Who is Edward Hoagland?
- The question of whether it's God's green earth is not at center stage, except in the sense that if so, one is reminded with some regularity that He may be dying.
- To relive the relationship between owner and slave we can consider how we treat our cars and dogs -- a dog exercising a somewhat similar leverage on our mercies and an automobile being comparable in value to a slave in those days.
- Men greet each other with a sock on the arm, women with a hug, and the hug wears better in the long run.
- Animals used to provide a lowlife way to kill and get away with it, as they do still, but, more intriguingly, for some people they are an aperture through which wounds drain. The scapegoat of olden times, driven off for the bystanders sins, has become a tender thing, a running injury. There, running away is me: hurt it and you are hurting me.
- Many divorces are not really the result of irreparable injury but involve, instead, a desire on the part of the man or woman to shatter the setup, start out from scratch alone, and make life work for them all over again. They want the risk of disaster, want to touch bottom, see where bottom is, and, coming up, to breathe the air with relief and relish again.
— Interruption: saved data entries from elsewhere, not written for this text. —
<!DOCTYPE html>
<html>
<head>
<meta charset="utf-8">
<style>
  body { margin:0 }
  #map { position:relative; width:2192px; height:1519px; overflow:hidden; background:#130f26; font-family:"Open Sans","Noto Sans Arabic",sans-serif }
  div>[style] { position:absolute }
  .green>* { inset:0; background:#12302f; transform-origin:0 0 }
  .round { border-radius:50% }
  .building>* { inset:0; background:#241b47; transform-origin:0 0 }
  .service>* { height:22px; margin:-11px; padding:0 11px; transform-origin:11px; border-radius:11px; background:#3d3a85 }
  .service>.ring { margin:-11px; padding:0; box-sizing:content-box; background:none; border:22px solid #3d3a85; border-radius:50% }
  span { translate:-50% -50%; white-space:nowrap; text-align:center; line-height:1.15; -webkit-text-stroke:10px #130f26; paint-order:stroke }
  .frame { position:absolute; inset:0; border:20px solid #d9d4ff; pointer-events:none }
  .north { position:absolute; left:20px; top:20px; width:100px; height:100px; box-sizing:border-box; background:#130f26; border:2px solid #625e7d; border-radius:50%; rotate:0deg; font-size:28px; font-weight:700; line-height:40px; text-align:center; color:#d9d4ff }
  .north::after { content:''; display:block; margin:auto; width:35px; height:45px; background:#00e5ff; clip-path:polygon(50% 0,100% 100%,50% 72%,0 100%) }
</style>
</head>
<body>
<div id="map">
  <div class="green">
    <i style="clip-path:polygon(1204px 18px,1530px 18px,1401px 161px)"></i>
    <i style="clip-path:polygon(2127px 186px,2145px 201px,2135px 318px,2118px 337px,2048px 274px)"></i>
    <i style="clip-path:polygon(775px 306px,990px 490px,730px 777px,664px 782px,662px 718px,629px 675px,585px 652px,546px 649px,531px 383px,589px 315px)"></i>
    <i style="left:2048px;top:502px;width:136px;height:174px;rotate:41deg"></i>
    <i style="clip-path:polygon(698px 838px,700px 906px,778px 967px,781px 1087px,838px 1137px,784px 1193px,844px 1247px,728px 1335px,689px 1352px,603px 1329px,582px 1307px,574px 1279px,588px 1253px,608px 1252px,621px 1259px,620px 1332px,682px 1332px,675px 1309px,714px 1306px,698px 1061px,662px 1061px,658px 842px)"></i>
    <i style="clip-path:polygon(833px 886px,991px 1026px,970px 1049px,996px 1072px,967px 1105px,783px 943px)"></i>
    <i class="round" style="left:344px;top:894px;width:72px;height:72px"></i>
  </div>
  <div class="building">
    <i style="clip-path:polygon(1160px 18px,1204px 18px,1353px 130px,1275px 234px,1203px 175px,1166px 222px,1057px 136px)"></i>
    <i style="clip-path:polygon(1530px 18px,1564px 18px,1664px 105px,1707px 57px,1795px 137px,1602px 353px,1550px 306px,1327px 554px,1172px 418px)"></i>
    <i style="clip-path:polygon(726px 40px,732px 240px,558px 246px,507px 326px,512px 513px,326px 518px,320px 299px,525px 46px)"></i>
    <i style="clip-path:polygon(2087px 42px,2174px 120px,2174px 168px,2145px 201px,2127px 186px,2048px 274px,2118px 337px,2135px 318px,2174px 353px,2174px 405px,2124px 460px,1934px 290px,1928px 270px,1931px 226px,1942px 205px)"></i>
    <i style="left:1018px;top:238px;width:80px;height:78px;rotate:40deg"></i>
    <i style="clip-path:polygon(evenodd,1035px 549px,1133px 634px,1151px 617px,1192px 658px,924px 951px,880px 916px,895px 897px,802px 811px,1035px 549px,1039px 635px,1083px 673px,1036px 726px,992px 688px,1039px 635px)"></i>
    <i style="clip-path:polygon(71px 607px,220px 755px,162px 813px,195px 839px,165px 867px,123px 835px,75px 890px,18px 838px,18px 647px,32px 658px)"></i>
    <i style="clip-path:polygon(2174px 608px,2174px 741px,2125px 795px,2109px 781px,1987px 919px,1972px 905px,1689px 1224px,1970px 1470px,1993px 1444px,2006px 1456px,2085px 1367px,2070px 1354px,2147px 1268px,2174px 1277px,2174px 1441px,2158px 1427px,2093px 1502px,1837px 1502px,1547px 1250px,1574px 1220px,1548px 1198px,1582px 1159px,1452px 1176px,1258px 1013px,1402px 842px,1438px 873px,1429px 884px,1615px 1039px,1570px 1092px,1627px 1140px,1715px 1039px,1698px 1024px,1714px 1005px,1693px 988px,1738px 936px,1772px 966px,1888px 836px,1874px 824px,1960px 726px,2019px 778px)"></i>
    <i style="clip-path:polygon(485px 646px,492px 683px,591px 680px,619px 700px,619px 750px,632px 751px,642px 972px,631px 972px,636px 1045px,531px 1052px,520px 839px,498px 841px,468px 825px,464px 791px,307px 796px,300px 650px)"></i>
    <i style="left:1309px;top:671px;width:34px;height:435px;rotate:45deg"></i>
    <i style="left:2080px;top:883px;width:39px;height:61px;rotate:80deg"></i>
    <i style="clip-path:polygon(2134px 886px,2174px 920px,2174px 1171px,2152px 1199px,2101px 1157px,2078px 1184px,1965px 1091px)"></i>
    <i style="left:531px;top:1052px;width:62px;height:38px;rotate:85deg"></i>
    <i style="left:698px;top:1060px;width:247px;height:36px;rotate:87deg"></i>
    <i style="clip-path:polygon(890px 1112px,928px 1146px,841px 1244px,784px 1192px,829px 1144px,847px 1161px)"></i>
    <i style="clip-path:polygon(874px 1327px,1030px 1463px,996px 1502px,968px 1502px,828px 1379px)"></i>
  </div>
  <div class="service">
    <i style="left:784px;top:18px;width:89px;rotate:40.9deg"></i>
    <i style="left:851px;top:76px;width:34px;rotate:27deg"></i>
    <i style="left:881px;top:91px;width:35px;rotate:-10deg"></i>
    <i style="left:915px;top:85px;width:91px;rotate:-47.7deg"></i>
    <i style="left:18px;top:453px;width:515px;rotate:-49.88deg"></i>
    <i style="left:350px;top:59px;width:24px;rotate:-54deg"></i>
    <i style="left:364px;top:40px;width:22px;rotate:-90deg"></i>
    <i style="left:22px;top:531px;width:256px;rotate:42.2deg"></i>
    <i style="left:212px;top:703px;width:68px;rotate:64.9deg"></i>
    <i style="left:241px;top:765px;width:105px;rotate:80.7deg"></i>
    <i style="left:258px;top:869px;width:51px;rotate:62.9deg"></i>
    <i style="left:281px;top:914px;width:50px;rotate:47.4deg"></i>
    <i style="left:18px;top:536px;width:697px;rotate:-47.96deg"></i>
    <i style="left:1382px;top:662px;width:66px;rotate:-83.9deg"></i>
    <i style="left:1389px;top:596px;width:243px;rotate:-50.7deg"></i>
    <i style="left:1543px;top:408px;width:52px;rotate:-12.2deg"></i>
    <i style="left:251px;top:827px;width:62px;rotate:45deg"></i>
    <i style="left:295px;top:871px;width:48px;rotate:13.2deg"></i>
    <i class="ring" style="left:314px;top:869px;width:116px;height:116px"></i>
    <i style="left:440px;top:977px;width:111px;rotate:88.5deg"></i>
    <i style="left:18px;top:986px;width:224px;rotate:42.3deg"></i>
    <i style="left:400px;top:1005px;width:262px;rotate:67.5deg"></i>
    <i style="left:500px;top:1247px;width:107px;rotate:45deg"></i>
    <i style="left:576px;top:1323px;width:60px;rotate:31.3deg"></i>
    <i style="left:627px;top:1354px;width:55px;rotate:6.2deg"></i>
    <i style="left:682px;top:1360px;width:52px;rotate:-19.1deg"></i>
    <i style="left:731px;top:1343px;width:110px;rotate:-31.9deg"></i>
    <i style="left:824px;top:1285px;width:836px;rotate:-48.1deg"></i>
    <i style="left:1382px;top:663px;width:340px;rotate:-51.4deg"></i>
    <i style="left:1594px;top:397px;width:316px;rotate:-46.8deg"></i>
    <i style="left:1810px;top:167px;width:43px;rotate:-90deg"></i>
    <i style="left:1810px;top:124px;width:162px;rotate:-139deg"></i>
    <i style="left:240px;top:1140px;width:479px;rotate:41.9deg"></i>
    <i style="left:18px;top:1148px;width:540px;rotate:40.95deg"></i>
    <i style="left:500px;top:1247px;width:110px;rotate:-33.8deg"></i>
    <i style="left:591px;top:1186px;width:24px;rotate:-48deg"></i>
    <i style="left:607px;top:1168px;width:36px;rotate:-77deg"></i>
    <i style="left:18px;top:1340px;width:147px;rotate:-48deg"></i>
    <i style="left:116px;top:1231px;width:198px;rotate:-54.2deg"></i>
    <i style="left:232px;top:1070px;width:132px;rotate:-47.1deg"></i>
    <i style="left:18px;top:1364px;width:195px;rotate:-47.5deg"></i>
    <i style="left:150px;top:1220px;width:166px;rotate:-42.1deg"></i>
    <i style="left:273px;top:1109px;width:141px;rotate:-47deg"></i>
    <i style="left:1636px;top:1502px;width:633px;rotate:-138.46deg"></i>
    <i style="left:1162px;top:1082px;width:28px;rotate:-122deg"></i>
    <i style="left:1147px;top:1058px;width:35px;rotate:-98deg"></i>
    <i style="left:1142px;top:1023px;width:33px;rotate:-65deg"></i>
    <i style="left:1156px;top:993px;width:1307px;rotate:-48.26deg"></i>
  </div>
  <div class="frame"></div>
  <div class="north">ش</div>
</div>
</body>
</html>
- True solitude is a din of birdsong, seething leaves, whirling colors, or a clamor of tracks in the snow.
- There often seems to be a playfulness to wise people, as if either their equanimity has as its source this playfulness or the playfulness flows from the equanimity; and they can persuade other people who are in a state of agitation to calm down and manage a smile.
- Animals are stylized characters in a kind of old saga -- stylized because even the most acute of them have little leeway as they play out their parts.
- City people try to buy time as a rule, when they can, whereas country people are prepared to kill time, although both try to cherish in their mind's eye the notion of a better life ahead.
- Nobody expects to trust his body overmuch after the age of fifty.